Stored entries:
- Opening Delimiter -
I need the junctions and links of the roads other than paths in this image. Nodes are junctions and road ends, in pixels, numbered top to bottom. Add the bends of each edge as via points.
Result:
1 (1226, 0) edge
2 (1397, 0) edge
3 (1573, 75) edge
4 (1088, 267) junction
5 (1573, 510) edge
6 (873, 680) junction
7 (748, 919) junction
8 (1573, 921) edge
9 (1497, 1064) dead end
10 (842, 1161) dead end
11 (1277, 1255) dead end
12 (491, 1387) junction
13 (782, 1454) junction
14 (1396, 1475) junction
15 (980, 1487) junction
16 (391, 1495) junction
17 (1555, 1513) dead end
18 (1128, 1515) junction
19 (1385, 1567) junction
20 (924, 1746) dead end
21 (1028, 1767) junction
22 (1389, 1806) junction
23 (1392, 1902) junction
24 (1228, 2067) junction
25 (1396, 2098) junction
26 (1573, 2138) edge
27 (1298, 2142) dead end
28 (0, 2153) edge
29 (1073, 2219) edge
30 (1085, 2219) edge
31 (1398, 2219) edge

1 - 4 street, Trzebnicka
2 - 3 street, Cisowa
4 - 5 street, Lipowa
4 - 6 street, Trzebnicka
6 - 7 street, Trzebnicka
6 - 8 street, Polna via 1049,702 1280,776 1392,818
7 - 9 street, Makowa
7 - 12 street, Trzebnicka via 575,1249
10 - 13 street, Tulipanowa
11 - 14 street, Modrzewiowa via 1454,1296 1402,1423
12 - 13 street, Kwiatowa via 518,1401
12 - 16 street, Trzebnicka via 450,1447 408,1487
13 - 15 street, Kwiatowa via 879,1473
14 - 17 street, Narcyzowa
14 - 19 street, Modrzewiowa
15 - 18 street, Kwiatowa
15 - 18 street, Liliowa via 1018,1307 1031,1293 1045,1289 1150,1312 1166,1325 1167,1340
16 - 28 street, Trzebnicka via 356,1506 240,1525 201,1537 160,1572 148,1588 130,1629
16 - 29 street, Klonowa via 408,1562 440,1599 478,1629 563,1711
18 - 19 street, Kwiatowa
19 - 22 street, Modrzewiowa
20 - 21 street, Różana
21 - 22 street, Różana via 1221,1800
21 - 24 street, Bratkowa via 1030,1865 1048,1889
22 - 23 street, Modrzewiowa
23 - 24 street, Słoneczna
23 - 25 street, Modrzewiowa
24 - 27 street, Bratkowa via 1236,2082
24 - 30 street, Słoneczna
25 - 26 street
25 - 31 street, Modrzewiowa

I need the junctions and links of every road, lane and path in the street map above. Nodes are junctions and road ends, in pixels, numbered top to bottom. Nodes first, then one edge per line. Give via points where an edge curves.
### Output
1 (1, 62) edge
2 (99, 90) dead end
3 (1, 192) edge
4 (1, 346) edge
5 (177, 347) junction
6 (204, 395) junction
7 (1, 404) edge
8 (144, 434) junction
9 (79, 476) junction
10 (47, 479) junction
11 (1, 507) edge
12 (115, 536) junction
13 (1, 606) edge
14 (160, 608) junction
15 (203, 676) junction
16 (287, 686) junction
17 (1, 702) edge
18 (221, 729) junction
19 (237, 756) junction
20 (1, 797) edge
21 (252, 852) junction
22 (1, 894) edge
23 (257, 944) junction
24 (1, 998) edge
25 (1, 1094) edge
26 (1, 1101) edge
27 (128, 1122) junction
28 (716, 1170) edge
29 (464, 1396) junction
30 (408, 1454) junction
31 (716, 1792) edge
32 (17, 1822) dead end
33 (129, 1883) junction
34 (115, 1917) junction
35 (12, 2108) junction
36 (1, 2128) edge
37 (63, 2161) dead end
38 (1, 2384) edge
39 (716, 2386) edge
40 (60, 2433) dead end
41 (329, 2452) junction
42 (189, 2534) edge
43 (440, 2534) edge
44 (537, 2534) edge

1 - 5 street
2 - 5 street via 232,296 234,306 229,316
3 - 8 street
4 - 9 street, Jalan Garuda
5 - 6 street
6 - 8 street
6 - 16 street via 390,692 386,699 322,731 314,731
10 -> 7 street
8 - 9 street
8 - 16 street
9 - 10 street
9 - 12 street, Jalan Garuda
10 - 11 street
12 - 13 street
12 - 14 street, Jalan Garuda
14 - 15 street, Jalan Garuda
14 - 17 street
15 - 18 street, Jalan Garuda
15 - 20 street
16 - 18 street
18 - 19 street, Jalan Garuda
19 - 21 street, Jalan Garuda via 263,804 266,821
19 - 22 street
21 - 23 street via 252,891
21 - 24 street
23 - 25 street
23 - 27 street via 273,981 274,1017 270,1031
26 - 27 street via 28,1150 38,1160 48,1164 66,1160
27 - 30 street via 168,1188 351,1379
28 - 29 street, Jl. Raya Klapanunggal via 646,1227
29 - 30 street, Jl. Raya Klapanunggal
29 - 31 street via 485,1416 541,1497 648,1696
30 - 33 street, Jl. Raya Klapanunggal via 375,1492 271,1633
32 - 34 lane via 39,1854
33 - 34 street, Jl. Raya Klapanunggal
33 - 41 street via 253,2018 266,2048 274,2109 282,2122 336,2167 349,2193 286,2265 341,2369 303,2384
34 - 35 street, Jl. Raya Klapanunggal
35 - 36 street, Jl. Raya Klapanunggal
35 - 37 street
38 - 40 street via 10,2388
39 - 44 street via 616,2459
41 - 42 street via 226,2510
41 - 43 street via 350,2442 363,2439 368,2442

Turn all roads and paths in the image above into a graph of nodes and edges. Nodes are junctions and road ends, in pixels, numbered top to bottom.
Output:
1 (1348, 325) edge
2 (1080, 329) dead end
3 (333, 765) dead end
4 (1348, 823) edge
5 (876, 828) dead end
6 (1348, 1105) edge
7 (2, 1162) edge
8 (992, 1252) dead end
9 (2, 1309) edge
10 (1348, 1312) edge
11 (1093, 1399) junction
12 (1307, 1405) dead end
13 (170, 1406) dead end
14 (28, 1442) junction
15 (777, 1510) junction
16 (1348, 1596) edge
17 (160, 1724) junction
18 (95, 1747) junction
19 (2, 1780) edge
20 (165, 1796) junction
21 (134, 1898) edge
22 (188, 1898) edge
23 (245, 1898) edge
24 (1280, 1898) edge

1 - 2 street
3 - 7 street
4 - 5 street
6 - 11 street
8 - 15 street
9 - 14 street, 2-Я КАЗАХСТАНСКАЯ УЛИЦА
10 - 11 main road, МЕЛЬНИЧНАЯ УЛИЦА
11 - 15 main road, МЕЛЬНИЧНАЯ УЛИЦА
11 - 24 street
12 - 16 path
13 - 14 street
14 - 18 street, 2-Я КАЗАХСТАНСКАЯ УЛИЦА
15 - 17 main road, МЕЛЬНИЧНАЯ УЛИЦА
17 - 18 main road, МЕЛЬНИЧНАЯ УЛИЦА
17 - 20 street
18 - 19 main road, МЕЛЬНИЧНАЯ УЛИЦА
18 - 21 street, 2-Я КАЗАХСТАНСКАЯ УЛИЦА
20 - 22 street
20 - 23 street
- Closing Delimiter -
How to complete this task: Show, from the entries above, every line that includes the string "numbered".

Written solution:
I need the junctions and links of the roads other than paths in this image. Nodes are junctions and road ends, in pixels, numbered top to bottom. Add the bends of each edge as via points.
I need the junctions and links of every road, lane and path in the street map above. Nodes are junctions and road ends, in pixels, numbered top to bottom. Nodes first, then one edge per line. Give via points where an edge curves.
Turn all roads and paths in the image above into a graph of nodes and edges. Nodes are junctions and road ends, in pixels, numbered top to bottom.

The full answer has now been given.